IMMIGRATION

For Undocumented Women, Farm Work Rife With Harassment

Females working on U.S. farms face threat of sexual violence, study says.

Updated: May 17, 2012 | 8:07 a.m.
May 16, 2012 | 5:02 p.m.

Many women immigrants may encounter harassment but often are reluctant to report incidents. (AP Photo/Ed Reinke)

Hundreds of thousands of women and girls working on the nation’s farms and in packing houses face the threat of sexual violence and harassment, according to a report released on Wednesday by Human Rights Watch.

Human Rights Watch recently interviewed 160 farmworkers, growers, law enforcement officials, attorneys, service providers, and other experts on the agricultural workplace in eight states. Nearly all of the 52 workers interviewed said they had experienced sexual harassment or violence or knew others who had.

The investigation found that perpetrators are foremen, supervisors, farm labor contractors, company owners, coworkers, and anyone else in a position to hire and fire workers or who control benefits -- like breaks and work schedules.

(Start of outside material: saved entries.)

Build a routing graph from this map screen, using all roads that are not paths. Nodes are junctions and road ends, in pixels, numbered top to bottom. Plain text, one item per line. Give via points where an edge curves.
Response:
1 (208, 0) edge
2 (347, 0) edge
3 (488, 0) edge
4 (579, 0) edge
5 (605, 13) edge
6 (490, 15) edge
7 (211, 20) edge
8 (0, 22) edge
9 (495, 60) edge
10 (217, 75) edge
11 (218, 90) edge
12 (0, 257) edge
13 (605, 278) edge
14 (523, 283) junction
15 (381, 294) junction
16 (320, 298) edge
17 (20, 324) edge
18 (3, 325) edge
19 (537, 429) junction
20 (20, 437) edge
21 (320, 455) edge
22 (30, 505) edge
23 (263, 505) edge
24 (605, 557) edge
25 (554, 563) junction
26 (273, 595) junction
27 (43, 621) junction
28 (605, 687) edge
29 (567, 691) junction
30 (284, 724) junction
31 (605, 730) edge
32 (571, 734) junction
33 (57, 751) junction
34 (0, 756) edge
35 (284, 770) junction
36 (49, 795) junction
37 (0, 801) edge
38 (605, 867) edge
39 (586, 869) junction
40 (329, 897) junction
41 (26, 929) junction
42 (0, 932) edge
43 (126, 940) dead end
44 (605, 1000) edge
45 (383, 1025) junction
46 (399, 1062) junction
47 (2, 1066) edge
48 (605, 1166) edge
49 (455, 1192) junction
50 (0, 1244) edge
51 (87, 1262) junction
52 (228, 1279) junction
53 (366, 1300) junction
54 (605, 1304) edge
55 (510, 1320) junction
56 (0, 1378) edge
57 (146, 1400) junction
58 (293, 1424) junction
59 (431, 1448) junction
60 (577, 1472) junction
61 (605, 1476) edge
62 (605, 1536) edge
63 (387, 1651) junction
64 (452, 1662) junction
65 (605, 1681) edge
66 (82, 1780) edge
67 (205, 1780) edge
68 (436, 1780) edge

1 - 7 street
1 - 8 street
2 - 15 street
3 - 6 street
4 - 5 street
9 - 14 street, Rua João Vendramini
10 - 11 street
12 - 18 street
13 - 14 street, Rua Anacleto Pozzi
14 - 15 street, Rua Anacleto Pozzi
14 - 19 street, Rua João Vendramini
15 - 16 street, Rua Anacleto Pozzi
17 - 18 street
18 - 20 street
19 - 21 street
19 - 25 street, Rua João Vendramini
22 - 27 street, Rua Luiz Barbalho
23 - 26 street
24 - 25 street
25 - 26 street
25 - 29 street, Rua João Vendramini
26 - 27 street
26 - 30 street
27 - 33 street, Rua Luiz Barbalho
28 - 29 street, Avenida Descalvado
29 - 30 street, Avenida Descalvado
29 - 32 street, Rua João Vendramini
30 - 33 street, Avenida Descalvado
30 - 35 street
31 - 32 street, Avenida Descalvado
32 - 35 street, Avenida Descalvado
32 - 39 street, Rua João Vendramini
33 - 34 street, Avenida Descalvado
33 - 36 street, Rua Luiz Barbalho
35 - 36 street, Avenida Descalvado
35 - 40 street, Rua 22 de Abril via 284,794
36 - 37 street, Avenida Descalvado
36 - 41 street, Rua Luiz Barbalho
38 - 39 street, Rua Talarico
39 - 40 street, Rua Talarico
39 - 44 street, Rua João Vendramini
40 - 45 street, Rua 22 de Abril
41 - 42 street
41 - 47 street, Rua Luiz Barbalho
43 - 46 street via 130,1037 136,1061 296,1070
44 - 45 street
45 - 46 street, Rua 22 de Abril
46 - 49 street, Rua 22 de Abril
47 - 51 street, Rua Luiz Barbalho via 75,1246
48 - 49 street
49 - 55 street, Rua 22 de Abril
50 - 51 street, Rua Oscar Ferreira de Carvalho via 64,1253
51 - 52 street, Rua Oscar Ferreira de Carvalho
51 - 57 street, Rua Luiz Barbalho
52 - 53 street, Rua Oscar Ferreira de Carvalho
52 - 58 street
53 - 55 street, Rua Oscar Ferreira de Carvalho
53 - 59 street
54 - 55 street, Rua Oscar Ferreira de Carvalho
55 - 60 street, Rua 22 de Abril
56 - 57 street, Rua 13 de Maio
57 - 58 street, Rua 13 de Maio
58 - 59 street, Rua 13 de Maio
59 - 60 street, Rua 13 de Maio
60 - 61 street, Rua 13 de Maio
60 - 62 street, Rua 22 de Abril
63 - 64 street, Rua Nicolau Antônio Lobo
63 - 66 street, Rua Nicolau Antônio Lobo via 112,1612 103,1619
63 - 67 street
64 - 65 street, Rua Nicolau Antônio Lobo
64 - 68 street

The farmworkers were especially vulnerable because they often depended on their employer for housing and transportation, according to the report. The women were in many cases afraid to report the abuse because many were working in the country illegally and fearful of deportation.

According to the report, 50 percent of farm labor is undocumented.

Those who did fight back said they often faced retaliation. In some cases, the women and their family members reported losing their jobs. Some who filed sexual harassment lawsuits said they were “blackballed” and shut out of jobs at other farms.

At least two other reports have found that female farmworkers are vulnerable to sexual abuse. In 2010, a survey of farmworker women in California’s Central Valley found that 80 percent had experienced sexual harassment. The same year, the Southern Poverty Law Center released findings of a survey showing that the majority of the 150 farmworkers interviewed had experienced some form of sexual harassment.